In the examples below, we unload 65b rows of the PyPi dataset. This schema and dataset, which originates from a public BigQuery table, is described in greater detail in our benchmarks. This dataset consists of a row for every Python package downloaded, using tools such as PiP. This dataset was selected for its size (>550b rows for all data) as well as having a schema and structure similar to those encountered in real-time analytics use cases.

In the example below, we create a named file format in Snowflake to represent Parquet and the desired file options. This is then used when declaring an external stage with which the COPY INTO command will be used. This provides an abstraction for an S3 bucket through which privileges can be granted.

Note that Snowflake provides several ways to share credentials for write access to an S3 bucket. While we have used option 3, which uses a key and secret directly when declaring the stage to keep the below example simple, the Snowflake Storage Integration approach is recommended in production to avoid the sharing of credentials.

CREATE FILE FORMAT my_parquet_format TYPE = parquet;

CREATE OR REPLACE STAGE my_ext_unload_stage 
URL='s3://datasets-documentation/pypi/sample/'
CREDENTIALS=(AWS_KEY_ID='<key>' AWS_SECRET_KEY='<secret>')
FILE_FORMAT = my_parquet_format;

-- apply pypi prefix to all files and specify a max size of 150mb
COPY INTO @my_ext_unload_stage/pypi from pypi max_file_size=157286400 header=true;

The Snowflake schema:

CREATE TABLE PYPI (
   timestamp TIMESTAMP,
   country_code varchar,
   url varchar,
   project varchar,
   file OBJECT,
   installer OBJECT,
   python varchar,
   implementation OBJECT,
   distro VARIANT,
   system OBJECT,
   cpu varchar,
   openssl_version varchar,
   setuptools_version varchar,
   rustc_version varchar,
   tls_protocol varchar,
   tls_cipher varchar
) DATA_RETENTION_TIME_IN_DAYS = 0;

When exported to Parquet, it produces 5.5TiB of data with a maximum file size of 150MiB. A 2X-LARGE warehouse located in the same AWS us-east-1 region takes around 30 mins. The header=true parameter here is required to get column names. The VARIANT and OBJECT columns will also be output as JSON strings by default, forcing us to cast these when inserting them into ClickHouse.

Importing to ClickHouse

Once staged in intermediary object storage, ClickHouse functions such as the s3 table function can be used to insert the data into a table, as shown below.

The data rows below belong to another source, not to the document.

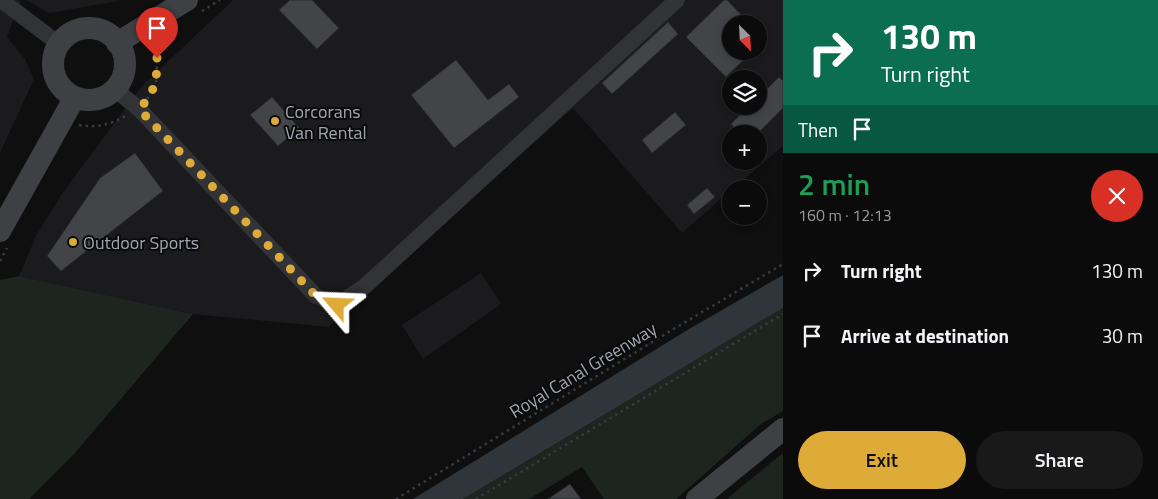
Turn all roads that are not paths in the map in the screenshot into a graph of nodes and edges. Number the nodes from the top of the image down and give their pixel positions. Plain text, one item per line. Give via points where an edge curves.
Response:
1 (1, 0) edge
2 (677, 0) edge
3 (192, 7) edge
4 (118, 43) junction
5 (59, 44) junction
6 (115, 89) junction
7 (75, 97) junction
8 (4, 238) edge
9 (783, 429) edge
10 (697, 499) edge

1 - 5 street
2 - 6 street via 364,287 337,305 316,296 140,110
3 - 4 street
4 - 5 street via 99,30 88,28 77,30
4 - 6 street via 124,71
5 - 7 street via 53,64 55,75 62,88
6 - 7 street via 96,99
7 - 8 street
9 - 10 street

Assuming the following table target schema:

CREATE TABLE default.pypi
(
	`timestamp` DateTime64(6),
	`date` Date MATERIALIZED timestamp,
	`country_code` LowCardinality(String),
	`url` String,
	`project` String,
	`file` Tuple(filename String, project String, version String, type Enum8('bdist_wheel' = 0, 'sdist' = 1, 'bdist_egg' = 2, 'bdist_wininst' = 3, 'bdist_dumb' = 4, 'bdist_msi' = 5, 'bdist_rpm' = 6, 'bdist_dmg' = 7)),
	`installer` Tuple(name LowCardinality(String), version LowCardinality(String)),
	`python` LowCardinality(String),
	`implementation` Tuple(name LowCardinality(String), version LowCardinality(String)),
	`distro` Tuple(name LowCardinality(String), version LowCardinality(String), id LowCardinality(String), libc Tuple(lib Enum8('' = 0, 'glibc' = 1, 'libc' = 2), version LowCardinality(String))),
	`system` Tuple(name LowCardinality(String), release String),
	`cpu` LowCardinality(String),
	`openssl_version` LowCardinality(String),
	`setuptools_version` LowCardinality(String),
	`rustc_version` LowCardinality(String),
	`tls_protocol` Enum8('TLSv1.2' = 0, 'TLSv1.3' = 1),
	`tls_cipher` Enum8('ECDHE-RSA-AES128-GCM-SHA256' = 0, 'ECDHE-RSA-CHACHA20-POLY1305' = 1, 'ECDHE-RSA-AES128-SHA256' = 2, 'TLS_AES_256_GCM_SHA384' = 3, 'AES128-GCM-SHA256' = 4, 'TLS_AES_128_GCM_SHA256' = 5, 'ECDHE-RSA-AES256-GCM-SHA384' = 6, 'AES128-SHA' = 7, 'ECDHE-RSA-AES128-SHA' = 8)
)
ENGINE = MergeTree
ORDER BY (date, timestamp)

With nested structures such as file converted to JSON strings by Snowflake, importing this data thus requires us to transform these structures to appropriate Tuples at insert time in ClickHouse, using the JSONExtract function as shown below.

INSERT INTO pypi
SELECT
	TIMESTAMP,
	COUNTRY_CODE,
	URL,
	PROJECT,
	JSONExtract(ifNull(FILE, '{}'), 'Tuple(filename String, project String, version String, type Enum8(\'bdist_wheel\' = 0, \'sdist\' = 1, \'bdist_egg\' = 2, \'bdist_wininst\' = 3, \'bdist_dumb\' = 4, \'bdist_msi\' = 5, \'bdist_rpm\' = 6, \'bdist_dmg\' = 7))') AS file,
	JSONExtract(ifNull(INSTALLER, '{}'), 'Tuple(name LowCardinality(String), version LowCardinality(String))') AS installer,
	PYTHON,
	JSONExtract(ifNull(IMPLEMENTATION, '{}'), 'Tuple(name LowCardinality(String), version LowCardinality(String))') AS implementation,
	JSONExtract(ifNull(DISTRO, '{}'), 'Tuple(name LowCardinality(String), version LowCardinality(String), id LowCardinality(String), libc Tuple(lib Enum8(\'\' = 0, \'glibc\' = 1, \'libc\' = 2), version LowCardinality(String)))') AS distro,
	JSONExtract(ifNull(SYSTEM, '{}'), 'Tuple(name LowCardinality(String), release String)') AS system,
	CPU,
	OPENSSL_VERSION,
	SETUPTOOLS_VERSION,
	RUSTC_VERSION,
	TLS_PROTOCOL,
	TLS_CIPHER
FROM s3('https://datasets-documentation.s3.eu-west-3.amazonaws.com/pypi/2023/pypi*.parquet')
SETTINGS input_format_null_as_default = 1, input_format_parquet_case_insensitive_column_matching = 1

We rely on the settings input_format_null_as_default=1 and input_format_parquet_case_insensitive_column_matching=1 here to ensure columns are inserted as default values if null, and column matching between the source data and target table is case insensitive.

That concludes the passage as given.